### [BRIEF]
Your response should contain each line of the data that includes "Uruguai".

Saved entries
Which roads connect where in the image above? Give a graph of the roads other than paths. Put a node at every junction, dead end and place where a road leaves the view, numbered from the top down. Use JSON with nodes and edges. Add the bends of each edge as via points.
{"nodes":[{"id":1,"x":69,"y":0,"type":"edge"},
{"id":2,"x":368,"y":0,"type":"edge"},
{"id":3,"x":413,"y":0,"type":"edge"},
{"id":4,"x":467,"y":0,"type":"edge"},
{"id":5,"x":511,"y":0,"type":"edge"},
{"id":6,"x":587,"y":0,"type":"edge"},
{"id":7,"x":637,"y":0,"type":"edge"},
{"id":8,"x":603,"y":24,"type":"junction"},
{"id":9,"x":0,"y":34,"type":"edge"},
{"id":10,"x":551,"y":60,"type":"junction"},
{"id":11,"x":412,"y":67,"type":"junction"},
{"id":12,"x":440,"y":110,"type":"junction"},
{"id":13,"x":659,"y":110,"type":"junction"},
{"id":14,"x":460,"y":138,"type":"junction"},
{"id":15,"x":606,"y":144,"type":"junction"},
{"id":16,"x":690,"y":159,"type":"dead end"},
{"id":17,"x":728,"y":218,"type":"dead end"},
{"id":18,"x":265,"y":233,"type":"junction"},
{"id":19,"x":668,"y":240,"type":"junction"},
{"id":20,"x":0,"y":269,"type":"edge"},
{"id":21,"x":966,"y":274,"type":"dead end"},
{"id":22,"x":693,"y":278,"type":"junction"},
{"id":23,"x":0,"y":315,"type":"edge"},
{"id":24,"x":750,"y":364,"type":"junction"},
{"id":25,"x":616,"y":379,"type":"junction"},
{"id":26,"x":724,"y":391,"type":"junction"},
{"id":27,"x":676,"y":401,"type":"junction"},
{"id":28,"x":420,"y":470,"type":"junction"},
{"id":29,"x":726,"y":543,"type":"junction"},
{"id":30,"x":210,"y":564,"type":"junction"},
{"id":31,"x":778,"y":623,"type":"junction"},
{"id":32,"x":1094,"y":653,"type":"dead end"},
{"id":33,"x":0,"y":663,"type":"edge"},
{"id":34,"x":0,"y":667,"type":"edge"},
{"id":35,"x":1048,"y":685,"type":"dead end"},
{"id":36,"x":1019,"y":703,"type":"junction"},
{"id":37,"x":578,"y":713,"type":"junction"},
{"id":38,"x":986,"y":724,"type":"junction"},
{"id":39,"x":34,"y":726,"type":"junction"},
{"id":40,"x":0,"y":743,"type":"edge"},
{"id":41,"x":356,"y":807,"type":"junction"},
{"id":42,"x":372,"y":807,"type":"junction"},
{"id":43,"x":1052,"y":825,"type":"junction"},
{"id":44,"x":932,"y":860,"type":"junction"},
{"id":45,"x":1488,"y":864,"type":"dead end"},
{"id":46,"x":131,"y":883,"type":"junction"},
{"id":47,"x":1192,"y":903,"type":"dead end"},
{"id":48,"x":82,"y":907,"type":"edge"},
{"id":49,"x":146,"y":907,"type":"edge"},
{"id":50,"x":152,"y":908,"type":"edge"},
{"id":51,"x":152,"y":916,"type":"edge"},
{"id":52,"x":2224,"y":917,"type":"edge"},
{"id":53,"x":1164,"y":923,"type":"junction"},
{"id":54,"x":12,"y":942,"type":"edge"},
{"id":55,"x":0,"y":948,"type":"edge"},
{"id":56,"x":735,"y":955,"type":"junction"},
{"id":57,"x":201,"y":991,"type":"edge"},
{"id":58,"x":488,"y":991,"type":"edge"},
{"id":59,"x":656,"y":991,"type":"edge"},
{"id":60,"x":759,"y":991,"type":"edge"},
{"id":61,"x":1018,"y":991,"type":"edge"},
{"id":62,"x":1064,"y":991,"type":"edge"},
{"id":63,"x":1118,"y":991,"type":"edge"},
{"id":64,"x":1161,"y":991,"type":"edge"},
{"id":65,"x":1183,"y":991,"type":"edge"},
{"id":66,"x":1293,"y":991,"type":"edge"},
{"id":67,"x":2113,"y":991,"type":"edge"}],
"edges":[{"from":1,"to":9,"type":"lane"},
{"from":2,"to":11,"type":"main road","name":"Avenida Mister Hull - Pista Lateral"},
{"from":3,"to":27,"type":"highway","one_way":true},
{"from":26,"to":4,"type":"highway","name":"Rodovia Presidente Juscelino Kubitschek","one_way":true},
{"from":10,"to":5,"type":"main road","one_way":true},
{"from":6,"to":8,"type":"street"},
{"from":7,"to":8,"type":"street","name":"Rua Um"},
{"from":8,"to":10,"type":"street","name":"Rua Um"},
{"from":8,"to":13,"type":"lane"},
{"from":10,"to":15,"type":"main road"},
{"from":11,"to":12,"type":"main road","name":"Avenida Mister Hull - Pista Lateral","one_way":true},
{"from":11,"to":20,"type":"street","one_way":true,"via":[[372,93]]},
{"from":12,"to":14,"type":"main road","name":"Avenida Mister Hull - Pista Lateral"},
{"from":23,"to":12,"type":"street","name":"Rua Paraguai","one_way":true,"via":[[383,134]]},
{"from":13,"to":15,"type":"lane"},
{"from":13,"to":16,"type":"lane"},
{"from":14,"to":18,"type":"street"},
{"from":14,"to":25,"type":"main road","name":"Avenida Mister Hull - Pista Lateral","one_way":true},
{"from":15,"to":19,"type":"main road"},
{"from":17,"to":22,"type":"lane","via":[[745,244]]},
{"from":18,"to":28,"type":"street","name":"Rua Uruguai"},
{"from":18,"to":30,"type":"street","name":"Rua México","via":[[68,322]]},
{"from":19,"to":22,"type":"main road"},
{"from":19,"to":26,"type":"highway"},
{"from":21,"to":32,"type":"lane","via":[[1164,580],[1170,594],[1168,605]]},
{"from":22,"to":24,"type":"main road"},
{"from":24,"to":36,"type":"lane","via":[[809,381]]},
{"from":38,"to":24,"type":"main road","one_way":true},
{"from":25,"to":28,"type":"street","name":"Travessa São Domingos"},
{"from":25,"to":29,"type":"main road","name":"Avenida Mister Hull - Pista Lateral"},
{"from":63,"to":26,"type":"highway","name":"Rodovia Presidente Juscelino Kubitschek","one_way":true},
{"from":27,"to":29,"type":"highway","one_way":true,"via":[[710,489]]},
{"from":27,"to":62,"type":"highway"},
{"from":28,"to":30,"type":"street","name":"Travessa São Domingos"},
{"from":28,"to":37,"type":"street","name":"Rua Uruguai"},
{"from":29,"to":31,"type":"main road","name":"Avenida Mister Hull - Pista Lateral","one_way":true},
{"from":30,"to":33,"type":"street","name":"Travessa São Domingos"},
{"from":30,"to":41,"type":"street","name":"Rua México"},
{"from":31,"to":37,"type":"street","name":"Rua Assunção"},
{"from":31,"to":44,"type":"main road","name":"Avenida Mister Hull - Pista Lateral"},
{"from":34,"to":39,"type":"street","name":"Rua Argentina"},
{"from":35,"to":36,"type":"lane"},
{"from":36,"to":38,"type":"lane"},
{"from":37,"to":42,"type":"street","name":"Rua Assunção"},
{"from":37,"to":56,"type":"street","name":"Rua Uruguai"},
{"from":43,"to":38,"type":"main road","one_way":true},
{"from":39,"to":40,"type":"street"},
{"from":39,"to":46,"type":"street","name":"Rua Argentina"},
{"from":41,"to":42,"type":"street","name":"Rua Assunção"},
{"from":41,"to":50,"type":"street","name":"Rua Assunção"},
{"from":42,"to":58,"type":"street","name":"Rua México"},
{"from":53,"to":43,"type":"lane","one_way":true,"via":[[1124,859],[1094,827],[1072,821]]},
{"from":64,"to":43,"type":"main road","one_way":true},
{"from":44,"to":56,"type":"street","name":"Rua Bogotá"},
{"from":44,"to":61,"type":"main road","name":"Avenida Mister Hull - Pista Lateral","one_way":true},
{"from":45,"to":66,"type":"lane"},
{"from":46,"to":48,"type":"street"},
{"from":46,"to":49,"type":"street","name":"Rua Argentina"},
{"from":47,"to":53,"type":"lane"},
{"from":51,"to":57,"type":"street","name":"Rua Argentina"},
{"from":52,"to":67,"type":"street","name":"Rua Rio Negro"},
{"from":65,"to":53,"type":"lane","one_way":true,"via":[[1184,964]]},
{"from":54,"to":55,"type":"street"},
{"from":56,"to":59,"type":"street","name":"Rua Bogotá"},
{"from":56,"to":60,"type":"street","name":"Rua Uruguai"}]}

### [TASK OUTPUT]
{"from":18,"to":28,"type":"street","name":"Rua Uruguai"},
{"from":28,"to":37,"type":"street","name":"Rua Uruguai"},
{"from":37,"to":56,"type":"street","name":"Rua Uruguai"},
{"from":56,"to":60,"type":"street","name":"Rua Uruguai"}]}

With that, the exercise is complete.